Saved data entries

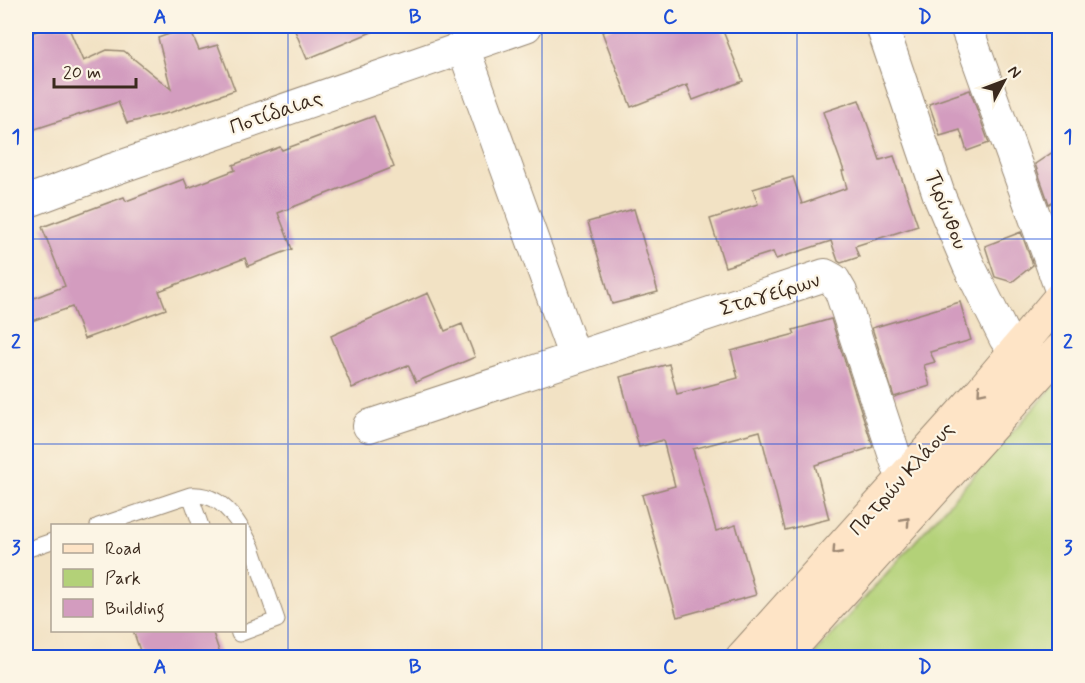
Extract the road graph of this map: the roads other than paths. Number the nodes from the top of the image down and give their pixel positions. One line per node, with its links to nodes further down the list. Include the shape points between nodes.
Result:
1 (526, 26): 4 (street, Ποτίδαιας)
2 (882, 26): 8 (street, Τιρύνθου, via 940,198 997,326)
3 (966, 26): 6 (street)
4 (463, 47): 5 (street, Ποτίδαιας); 10 (street)
5 (26, 202)
6 (1059, 287)
7 (1059, 298): 8 (main road, Πατρών Κλάους)
8 (1015, 352): 9 (street, via 1042,364); 12 (main road, Πατρών Κλάους, one-way to 12)
9 (1054, 356): 22 (main road, Πατρών Κλάους, one-way to 9)
10 (575, 358): 11 (street, Σταγείρων); 12 (street, Σταγείρων, via 825,275 834,280 841,292)
11 (369, 426)
12 (902, 478): 21 (main road, Πατρών Κλάους, one-way to 21)
13 (190, 495): 14 (lane); 15 (lane); 16 (lane, via 215,499)
14 (101, 524)
15 (201, 524)
16 (239, 524)
17 (246, 536): 20 (lane, via 277,620)
18 (51, 541): 19 (lane)
19 (26, 550)
20 (246, 631)
21 (742, 657)
22 (782, 657)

• **Exercise instructions**
All entries must come back exactly as written, though without their pictures.

• **Result below**
Extract the road graph of this map: the roads other than paths. Number the nodes from the top of the image down and give their pixel positions. One line per node, with its links to nodes further down the list. Include the shape points between nodes.
Result:
1 (526, 26): 4 (street, Ποτίδαιας)
2 (882, 26): 8 (street, Τιρύνθου, via 940,198 997,326)
3 (966, 26): 6 (street)
4 (463, 47): 5 (street, Ποτίδαιας); 10 (street)
5 (26, 202)
6 (1059, 287)
7 (1059, 298): 8 (main road, Πατρών Κλάους)
8 (1015, 352): 9 (street, via 1042,364); 12 (main road, Πατρών Κλάους, one-way to 12)
9 (1054, 356): 22 (main road, Πατρών Κλάους, one-way to 9)
10 (575, 358): 11 (street, Σταγείρων); 12 (street, Σταγείρων, via 825,275 834,280 841,292)
11 (369, 426)
12 (902, 478): 21 (main road, Πατρών Κλάους, one-way to 21)
13 (190, 495): 14 (lane); 15 (lane); 16 (lane, via 215,499)
14 (101, 524)
15 (201, 524)
16 (239, 524)
17 (246, 536): 20 (lane, via 277,620)
18 (51, 541): 19 (lane)
19 (26, 550)
20 (246, 631)
21 (742, 657)
22 (782, 657)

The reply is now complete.